Breast Reduction

(Reduction Mammaplasty)

Breast reduction is performed by Dr. Sherwyn in his New York City (NYC) office to correct large, sagging breasts. Oversized breasts interfere with normal function and physical activity by causing back pain, postural problems, deformities of the back and shoulders, skin rashes under the breasts and breast pain. Though classified as a reconstructive procedure, breast reduction surgery has an important aesthetic component improving the shape of the breasts and enhancing one's overall appearance by making the breasts more proportional to the rest of the body.

The traditional technique for this procedure entails an incision that encircles the areola continues vertically down the breast and traces the inframammary fold. Once again, communication, planning and proper execution are critical to a successful outcome. Herein, final breast size should be anticipated prior to the procedure.
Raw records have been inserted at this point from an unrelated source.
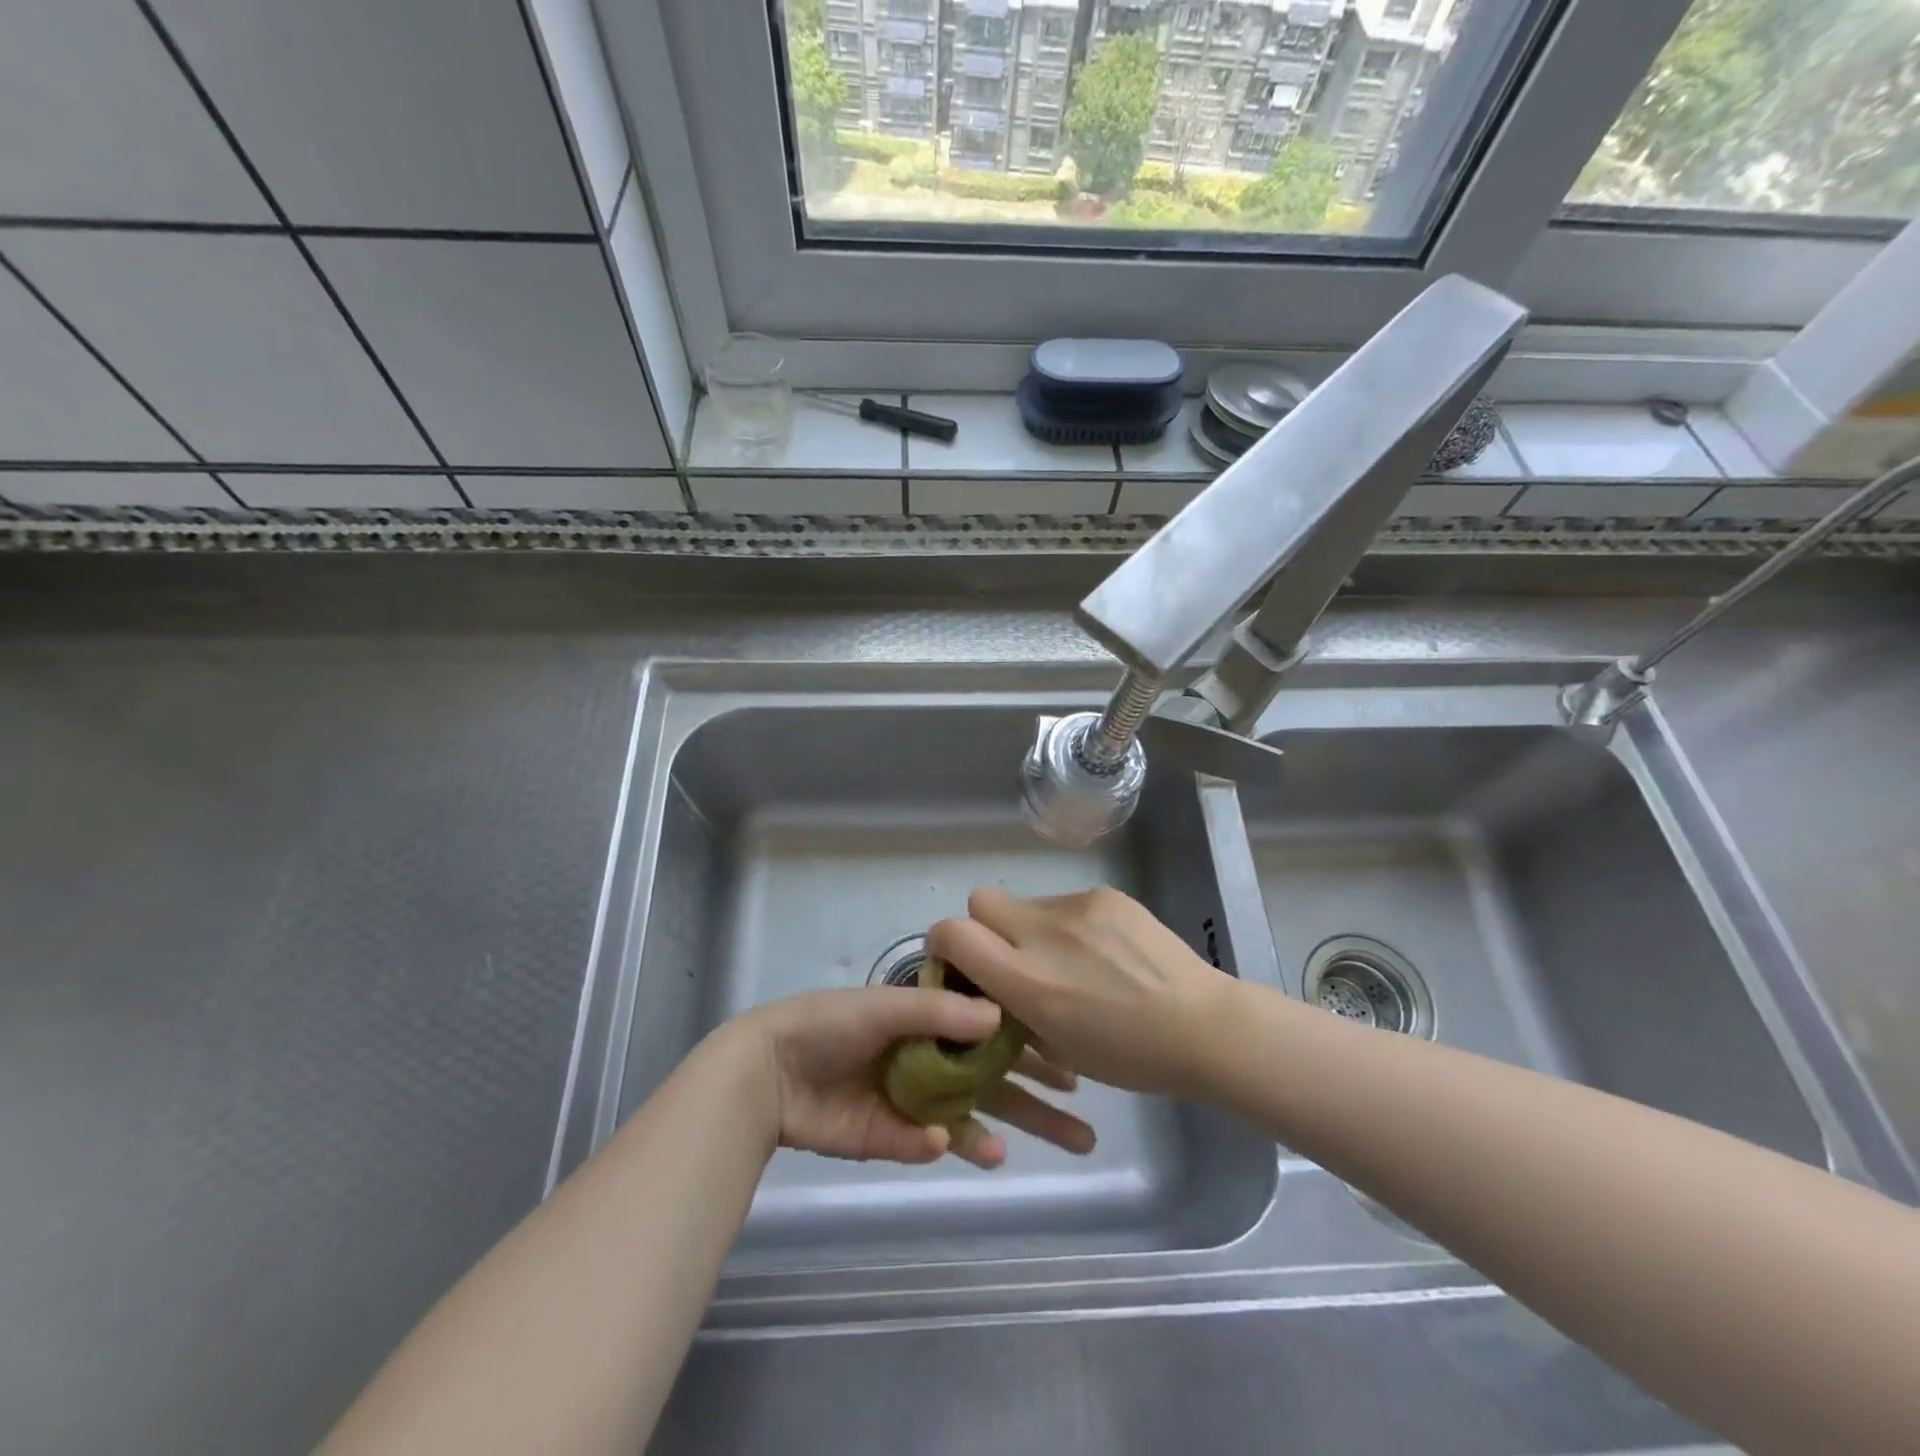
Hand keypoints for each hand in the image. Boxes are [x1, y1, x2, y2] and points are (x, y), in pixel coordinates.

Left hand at [728, 988, 1093, 1169]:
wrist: (769, 1069)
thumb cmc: (830, 1023)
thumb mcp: (888, 1005)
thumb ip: (942, 1014)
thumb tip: (1001, 1020)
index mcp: (931, 1020)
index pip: (995, 1034)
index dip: (1033, 1049)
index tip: (1073, 1064)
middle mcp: (931, 1058)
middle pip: (993, 1082)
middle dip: (1036, 1105)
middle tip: (1083, 1132)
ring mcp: (912, 1099)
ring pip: (969, 1119)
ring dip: (997, 1134)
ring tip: (1019, 1153)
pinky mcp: (890, 1136)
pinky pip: (926, 1142)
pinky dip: (944, 1145)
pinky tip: (954, 1144)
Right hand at [928, 886, 1234, 1100]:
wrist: (1204, 1025)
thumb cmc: (1129, 1056)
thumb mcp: (1056, 1045)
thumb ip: (1014, 1006)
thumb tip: (994, 983)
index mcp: (1028, 981)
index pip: (952, 932)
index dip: (945, 943)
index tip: (962, 962)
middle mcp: (1043, 934)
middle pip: (981, 900)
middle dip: (985, 926)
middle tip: (1015, 957)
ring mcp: (1077, 907)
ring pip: (1028, 903)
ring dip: (1034, 928)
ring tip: (1074, 961)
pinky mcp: (1105, 894)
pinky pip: (1066, 903)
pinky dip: (1070, 925)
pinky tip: (1105, 952)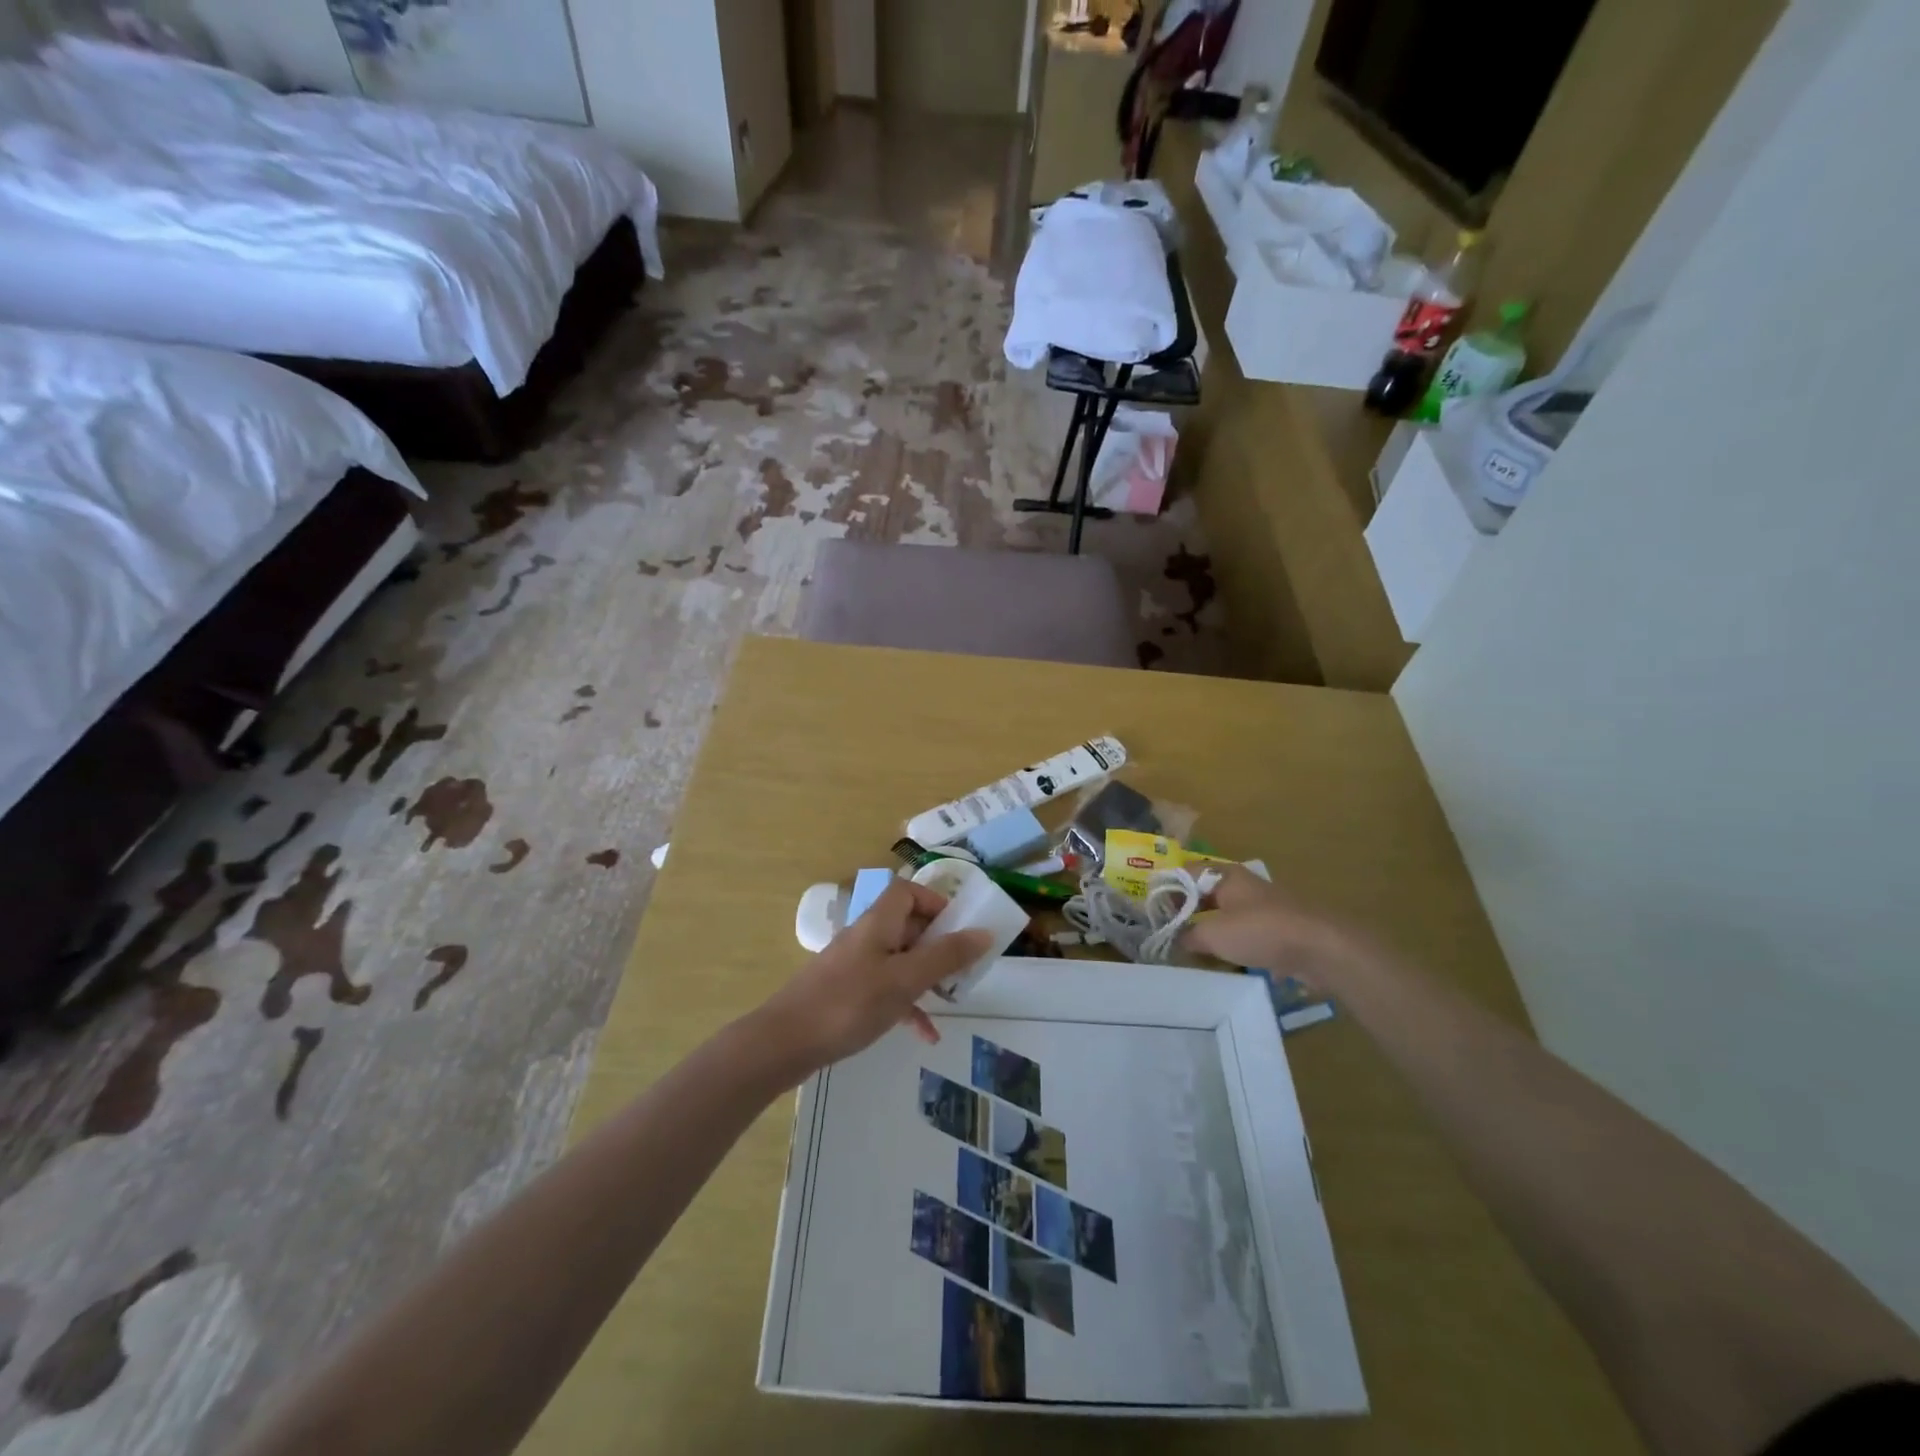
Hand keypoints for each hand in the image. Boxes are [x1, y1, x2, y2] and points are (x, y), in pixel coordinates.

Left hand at [751, 879, 991, 1075]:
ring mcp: (855, 966)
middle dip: (939, 944)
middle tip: (965, 967)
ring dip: (927, 976)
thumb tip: (984, 932)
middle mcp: (867, 937)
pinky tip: (925, 1034)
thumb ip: (946, 956)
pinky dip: (907, 1004)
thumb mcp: (905, 980)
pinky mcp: (848, 994)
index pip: (907, 891)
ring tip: (953, 998)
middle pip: (908, 926)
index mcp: (878, 922)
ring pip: (900, 960)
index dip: (935, 902)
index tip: (960, 927)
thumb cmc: (849, 1003)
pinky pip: (886, 989)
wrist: (784, 1043)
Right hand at [1182, 866, 1357, 986]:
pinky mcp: (1277, 930)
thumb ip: (1188, 935)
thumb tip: (1174, 939)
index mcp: (1225, 875)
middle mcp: (1243, 886)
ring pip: (1224, 916)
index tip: (1152, 912)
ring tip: (1189, 951)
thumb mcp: (1213, 934)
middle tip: (1166, 934)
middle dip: (1185, 913)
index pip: (1185, 873)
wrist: (1320, 948)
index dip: (1166, 890)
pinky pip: (1244, 934)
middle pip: (1205, 895)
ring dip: (1208, 931)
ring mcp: (1262, 908)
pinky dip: (1230, 945)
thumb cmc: (1260, 930)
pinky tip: (1221, 962)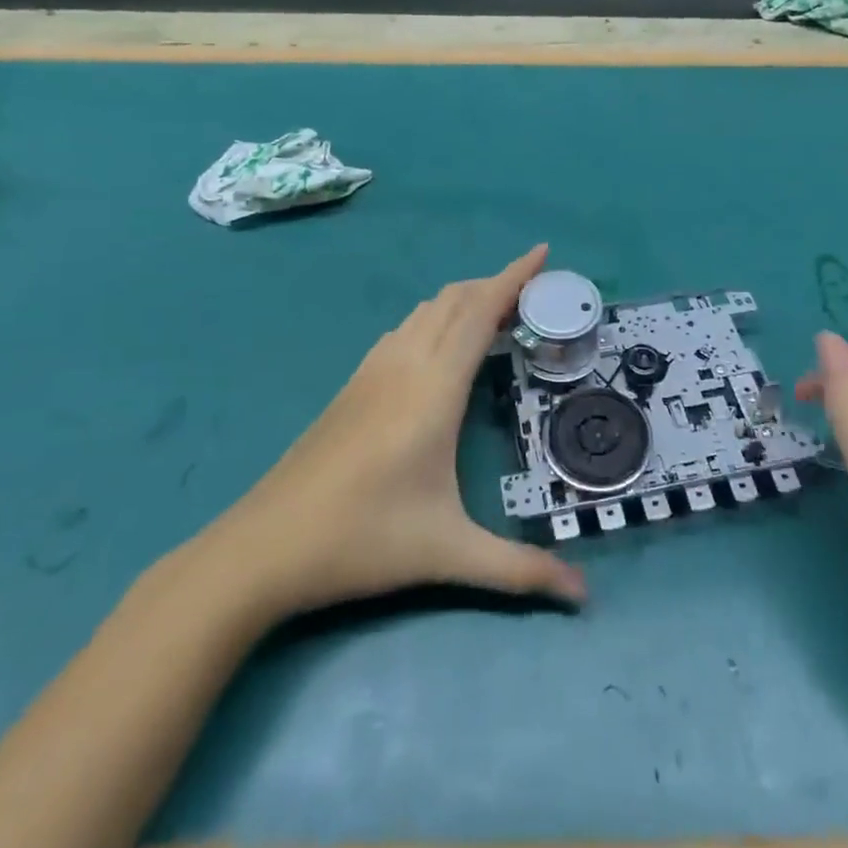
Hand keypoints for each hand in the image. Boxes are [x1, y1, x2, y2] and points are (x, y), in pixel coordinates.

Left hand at [201, 244, 586, 621]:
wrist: (263, 546)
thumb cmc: (362, 540)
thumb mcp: (448, 554)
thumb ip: (520, 570)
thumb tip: (584, 595)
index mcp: (434, 388)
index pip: (479, 312)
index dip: (513, 277)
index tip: (542, 252)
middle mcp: (404, 364)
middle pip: (454, 301)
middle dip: (496, 284)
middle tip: (534, 292)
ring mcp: (372, 371)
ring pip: (425, 312)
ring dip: (464, 300)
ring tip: (496, 314)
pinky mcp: (352, 385)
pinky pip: (404, 330)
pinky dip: (435, 318)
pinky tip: (439, 345)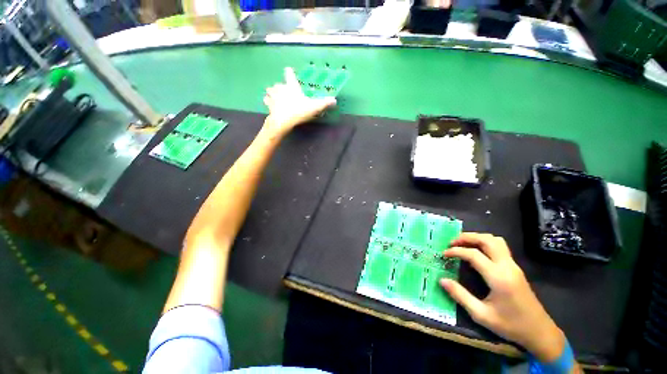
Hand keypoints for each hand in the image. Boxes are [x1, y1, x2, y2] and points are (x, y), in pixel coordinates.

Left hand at [263, 67, 336, 134]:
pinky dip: (267, 100)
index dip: (289, 72)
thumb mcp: (314, 107)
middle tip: (281, 87)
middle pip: (278, 84)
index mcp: (292, 86)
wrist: (281, 122)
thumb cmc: (297, 111)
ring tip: (272, 93)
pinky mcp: (268, 105)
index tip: (288, 69)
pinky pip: (266, 100)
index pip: (290, 75)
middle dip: (279, 85)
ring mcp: (273, 97)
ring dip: (271, 91)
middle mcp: (281, 89)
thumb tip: (334, 100)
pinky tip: (268, 102)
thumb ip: (324, 103)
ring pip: (270, 90)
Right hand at [440, 233, 565, 361]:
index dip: (457, 252)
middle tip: (452, 243)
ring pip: (497, 241)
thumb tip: (443, 281)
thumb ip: (461, 296)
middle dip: (469, 237)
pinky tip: (481, 254)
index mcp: (497, 276)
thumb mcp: (481, 314)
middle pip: (488, 240)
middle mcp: (507, 265)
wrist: (533, 326)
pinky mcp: (516, 269)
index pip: (475, 255)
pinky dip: (489, 244)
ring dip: (481, 238)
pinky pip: (502, 248)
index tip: (443, 254)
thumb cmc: (507, 324)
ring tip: (465, 244)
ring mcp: (513, 265)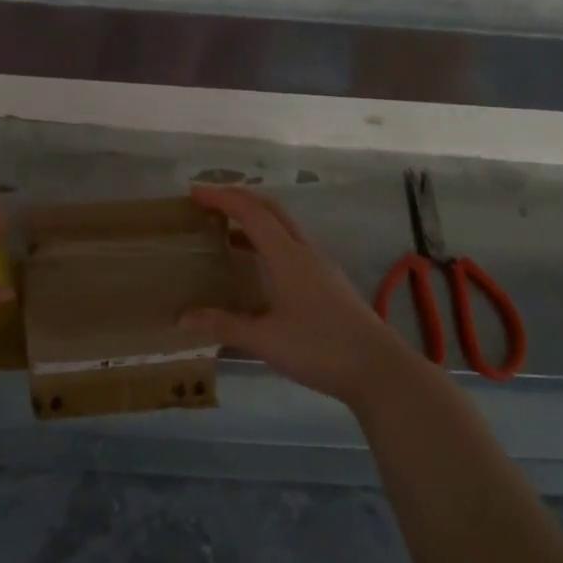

Moreover, the resultant breast shape and lines of closure should prove to be aesthetically pleasing and not a disappointment. This breast shape must be conical, rounded and not boxy or square. Tension on lines of closure has been shown to frustrate, even thwart, the best efforts to minimize the prominence of incisions. Tension must be avoided when utilizing this technique thereby allowing for resultant lines of closure which are finely linear and relatively inconspicuous.

A different approach to this procedure is referred to as the vertical mammaplasty. This technique was modified by Madeline Lejour, M.D., a Belgian plastic surgeon, in 1989 and introduced to the United States at the national meeting of The American Society of Plastic Surgeons in 1991. The vertical mammaplasty, or Lejour technique as it is often referred, entails an incision around the areola with a vertical limb only. There is no incision beneath the breast mound. This distinguishing feature as well as the creation of a final breast shape which is consistently conical make this technique preferable to the traditional approach described above. Many plastic surgeons do not perform this procedure, however, as there is a relatively steep learning curve and a lack of familiarity with the nuances inherent in this technique could prove disastrous. In addition, this approach is limited with respect to the distance the nipple-areola complex may be elevated as well as the amount of breast tissue that can safely be removed at procedure which typically translates to one cup size.

Breast Uplift And Augmentation

(Mastopexy Augmentation)


Those persons who lose volume and tone postpartum or consequent to weight loss may desire breast enlargement as well as a lift.

The breast uplift-augmentation is a deceptively difficult procedure which effectively combines two independent and, oftentimes, competing variables, one to enlarge a breast and the other to lift and thus tighten the overlying skin envelope. This may mitigate the final size the breast may achieve so that the lift does not compromise the closure or the resultant breast aesthetic. The virtual unknown that can occur during the course of this procedure requires both surgeon and patient to understand that there must be a degree of latitude given to the surgeon intraoperatively in order to accomplish both procedures simultaneously. This might translate to the use of a smaller implant than anticipated or a breast that is not as elevated as planned. On occasion, with complex revisions of prior work, capsule removal and/or pocket modification may eliminate the need to perform a lift altogether. On rare occasions, a staged approach is recommended in order to successfully perform both procedures while satisfying the patient's ultimate goal. This must be communicated with the patient prior to procedure and thoroughly discussed lest disappointment ensue.

As is true of most aesthetic procedures, accuracy is critical. Herein, the use of a technique referred to as "tailor-tack" helps to ensure such accuracy. During this procedure, the augmentation is traditionally performed first. The operating room table is then brought to a fully upright position wherein temporary sutures are placed to provide for the uplift much the same way that a tailor does when altering a garment. The breast mound is thereby brought into harmony with the underlying implant. Should these temporary sutures prove satisfactory, they are delineated, the uplift is definitely performed and permanent sutures placed.

The "tailor-tack" approach is somewhat time consuming and, as a result, not performed by many surgeons. However, none can dispute its accuracy.